Relation between increased anxiety and reduced expression of alpha1 and alpha2 subunits of GABA(A) receptors in Wfs1-deficient mice.

Mutations in the coding region of the WFS1 gene cause Wolfram syndrome, a rare multisystem neurodegenerative disorder of autosomal recessive inheritance. In clinical studies a relation between mutations in the Wfs1 gene and increased susceptibility for mood disorders has been established. According to our previous studies, mice lacking Wfs1 gene displayed increased anxiety in stressful environment. As the GABA-ergic system plays a significant role in the regulation of anxiety, we analyzed the expression of GABA-related genes in the forebrain structures of wild-type and Wfs1-deficient mice.

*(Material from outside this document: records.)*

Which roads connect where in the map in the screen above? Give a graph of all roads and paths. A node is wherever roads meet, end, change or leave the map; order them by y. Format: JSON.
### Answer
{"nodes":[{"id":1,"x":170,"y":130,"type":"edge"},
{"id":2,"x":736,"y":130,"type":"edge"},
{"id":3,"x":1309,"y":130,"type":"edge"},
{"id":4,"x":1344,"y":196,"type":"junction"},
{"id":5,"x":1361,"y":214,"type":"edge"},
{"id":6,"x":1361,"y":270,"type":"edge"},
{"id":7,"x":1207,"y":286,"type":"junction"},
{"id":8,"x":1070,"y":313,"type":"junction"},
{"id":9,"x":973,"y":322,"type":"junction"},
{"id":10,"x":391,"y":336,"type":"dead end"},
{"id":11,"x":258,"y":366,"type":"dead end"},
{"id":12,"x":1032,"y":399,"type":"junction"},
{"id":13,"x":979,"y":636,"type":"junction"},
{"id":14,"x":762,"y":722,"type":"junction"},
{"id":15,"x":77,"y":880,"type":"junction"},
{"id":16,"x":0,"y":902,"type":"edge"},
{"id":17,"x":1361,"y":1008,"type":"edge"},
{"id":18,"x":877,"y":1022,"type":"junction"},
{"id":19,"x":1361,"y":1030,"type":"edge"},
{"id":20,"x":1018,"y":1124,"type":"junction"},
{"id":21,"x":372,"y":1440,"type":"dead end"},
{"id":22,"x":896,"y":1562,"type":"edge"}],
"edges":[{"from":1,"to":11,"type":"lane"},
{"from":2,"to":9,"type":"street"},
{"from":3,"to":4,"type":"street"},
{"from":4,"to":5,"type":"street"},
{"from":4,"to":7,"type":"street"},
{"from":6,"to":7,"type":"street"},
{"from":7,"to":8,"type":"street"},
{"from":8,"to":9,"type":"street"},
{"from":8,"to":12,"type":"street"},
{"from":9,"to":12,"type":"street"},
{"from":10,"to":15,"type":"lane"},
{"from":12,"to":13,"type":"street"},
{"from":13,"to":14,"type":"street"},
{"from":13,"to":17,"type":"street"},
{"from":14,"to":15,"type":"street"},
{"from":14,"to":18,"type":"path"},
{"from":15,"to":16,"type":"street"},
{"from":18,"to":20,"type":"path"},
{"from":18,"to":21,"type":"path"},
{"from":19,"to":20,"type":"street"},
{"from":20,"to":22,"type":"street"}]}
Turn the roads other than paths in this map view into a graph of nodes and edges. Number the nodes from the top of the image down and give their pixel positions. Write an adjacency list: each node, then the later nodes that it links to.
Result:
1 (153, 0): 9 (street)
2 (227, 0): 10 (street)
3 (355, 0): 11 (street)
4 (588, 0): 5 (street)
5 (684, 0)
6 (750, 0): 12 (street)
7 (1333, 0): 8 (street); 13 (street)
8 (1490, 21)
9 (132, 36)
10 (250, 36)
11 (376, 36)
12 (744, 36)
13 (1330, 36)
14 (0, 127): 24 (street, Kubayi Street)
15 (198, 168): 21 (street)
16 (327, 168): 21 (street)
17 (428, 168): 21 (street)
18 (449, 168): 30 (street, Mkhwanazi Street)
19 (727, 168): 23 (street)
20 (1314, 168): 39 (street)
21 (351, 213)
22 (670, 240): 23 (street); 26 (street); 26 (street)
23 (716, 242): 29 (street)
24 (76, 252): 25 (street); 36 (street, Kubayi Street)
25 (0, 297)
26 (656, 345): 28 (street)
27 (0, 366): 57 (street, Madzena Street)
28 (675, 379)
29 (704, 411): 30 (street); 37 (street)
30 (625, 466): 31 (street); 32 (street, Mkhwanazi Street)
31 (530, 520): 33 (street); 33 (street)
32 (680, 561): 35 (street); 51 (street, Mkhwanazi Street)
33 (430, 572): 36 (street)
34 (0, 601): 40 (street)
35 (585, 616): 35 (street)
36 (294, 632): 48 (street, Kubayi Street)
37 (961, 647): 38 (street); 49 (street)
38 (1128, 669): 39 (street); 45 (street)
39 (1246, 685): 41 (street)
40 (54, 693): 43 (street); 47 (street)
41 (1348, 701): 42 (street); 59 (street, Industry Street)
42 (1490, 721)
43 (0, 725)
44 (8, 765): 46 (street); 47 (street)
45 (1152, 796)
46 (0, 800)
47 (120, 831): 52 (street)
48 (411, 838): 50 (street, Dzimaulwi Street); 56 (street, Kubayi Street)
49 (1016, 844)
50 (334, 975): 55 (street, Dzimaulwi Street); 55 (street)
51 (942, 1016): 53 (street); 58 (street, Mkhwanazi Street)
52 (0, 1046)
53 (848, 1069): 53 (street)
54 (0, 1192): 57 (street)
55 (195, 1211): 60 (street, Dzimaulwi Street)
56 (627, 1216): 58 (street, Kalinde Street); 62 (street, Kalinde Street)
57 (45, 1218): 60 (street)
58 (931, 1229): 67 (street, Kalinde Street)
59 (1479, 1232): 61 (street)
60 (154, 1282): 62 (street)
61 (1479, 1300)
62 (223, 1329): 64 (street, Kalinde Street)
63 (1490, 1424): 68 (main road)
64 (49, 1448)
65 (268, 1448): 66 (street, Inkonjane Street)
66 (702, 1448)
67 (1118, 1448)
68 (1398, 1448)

Experimentally naïve Wfs1-deficient animals displayed a significant down-regulation of alpha1 (Gabra1) and alpha2 (Gabra2) subunits of GABA(A) receptors in the temporal lobe and frontal cortex. Exposure of wild-type mice to the elevated plus-maze decreased levels of Gabra1 and Gabra2 genes in the temporal lobe. A similar tendency was also established in the frontal cortex of wild-type animals exposed to behavioral test. In Wfs1-deficient mice the elevated plus-maze exposure did not induce further changes in the expression of Gabra1 and Gabra2 genes. By contrast, the expression of Gad1 and Gad2 genes, enzymes responsible for the synthesis of GABA, was not significantly affected by the exposure of mice to the elevated plus-maze or by the invalidation of Wfs1 gene. Altogether, the present study demonstrates that increased anxiety of Wfs1-deficient mice is probably linked to reduced expression of Gabra1 and Gabra2 genes in the frontal cortex and temporal lobe.